Kitap alırken tercih ettiğim birkaç yayınevini ve tercih nedenlerini de olabildiğince verebilirsem sanırım demeye çalıştıklarım daha anlaşılır olacak. (Yayınevi sıralamamın bir önemi yok. Aklıma geldiğince sıraladım. tabi ki bu türdeki iyiler benim sıraladıklarımla sınırlı değil.)

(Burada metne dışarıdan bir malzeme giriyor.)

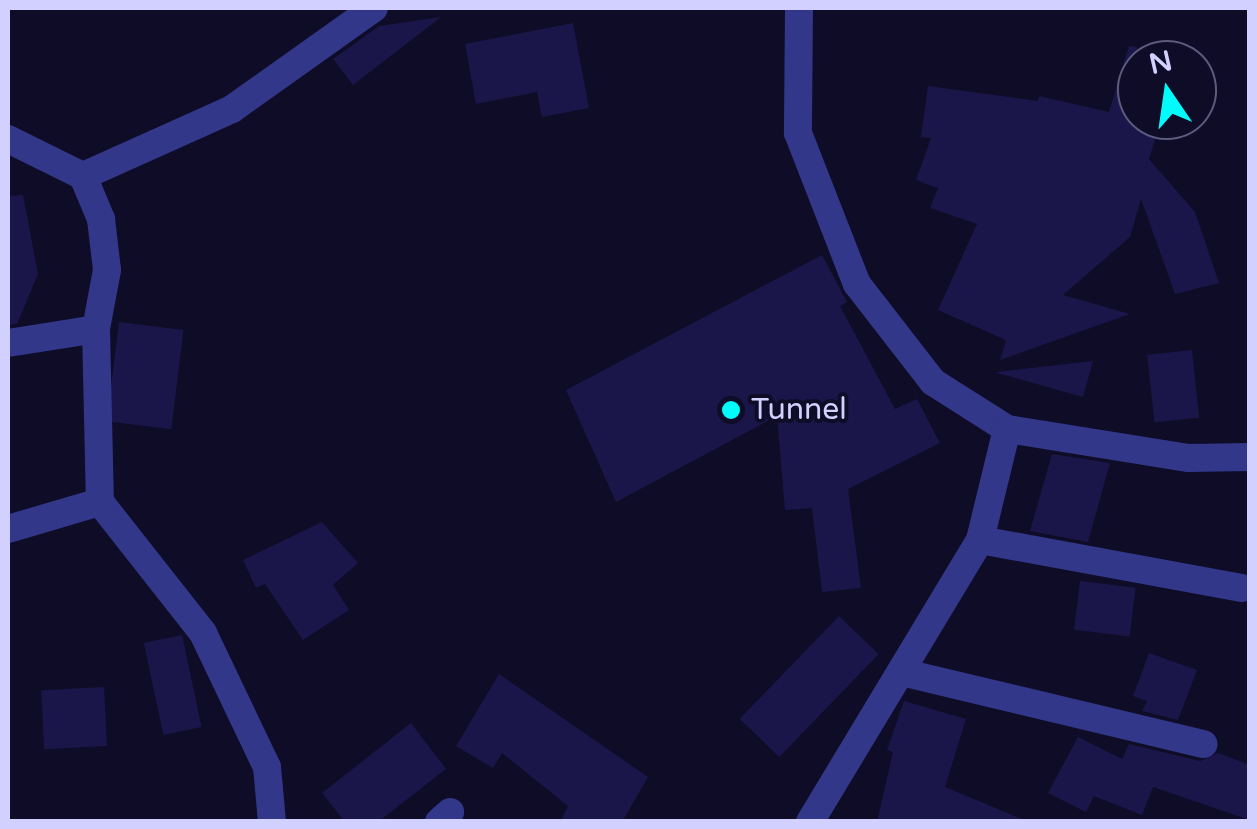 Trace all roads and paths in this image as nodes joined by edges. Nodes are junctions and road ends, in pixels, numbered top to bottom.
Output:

Alacağım roman dünya klasiklerindense, bu türde kendini kanıtlamış, iyi çevirmenlere hakkı olan telifleri ödeyerek basan; Yapı ve Kredi, İletişim, T. İş Bankası, Can gibi yayın evlerini,
Felsefe, sosyoloji, günümüz sorunları, bilim gibi konularda, İletişim, Ayrıntı, NTV, Metis yayınlarını,
Günümüz Türk ve dünya edebiyatı konularında Can, Sel, İletişim, Ayrıntı, Bilgi, metis, Yapı ve Kredi gibi yayınevlerini tercih ediyorum.
Tercih nedenlerimin başında, iyi bir çeviri, yazarı, gibi etkenler. Kitapların dış görünümlerinden, kapaklarından olabildiğince etkilenmeden seçim yapmaya çalışıyorum. Ama ciltli bir kitap her zaman albenisi olan bir kitap oldu benim için.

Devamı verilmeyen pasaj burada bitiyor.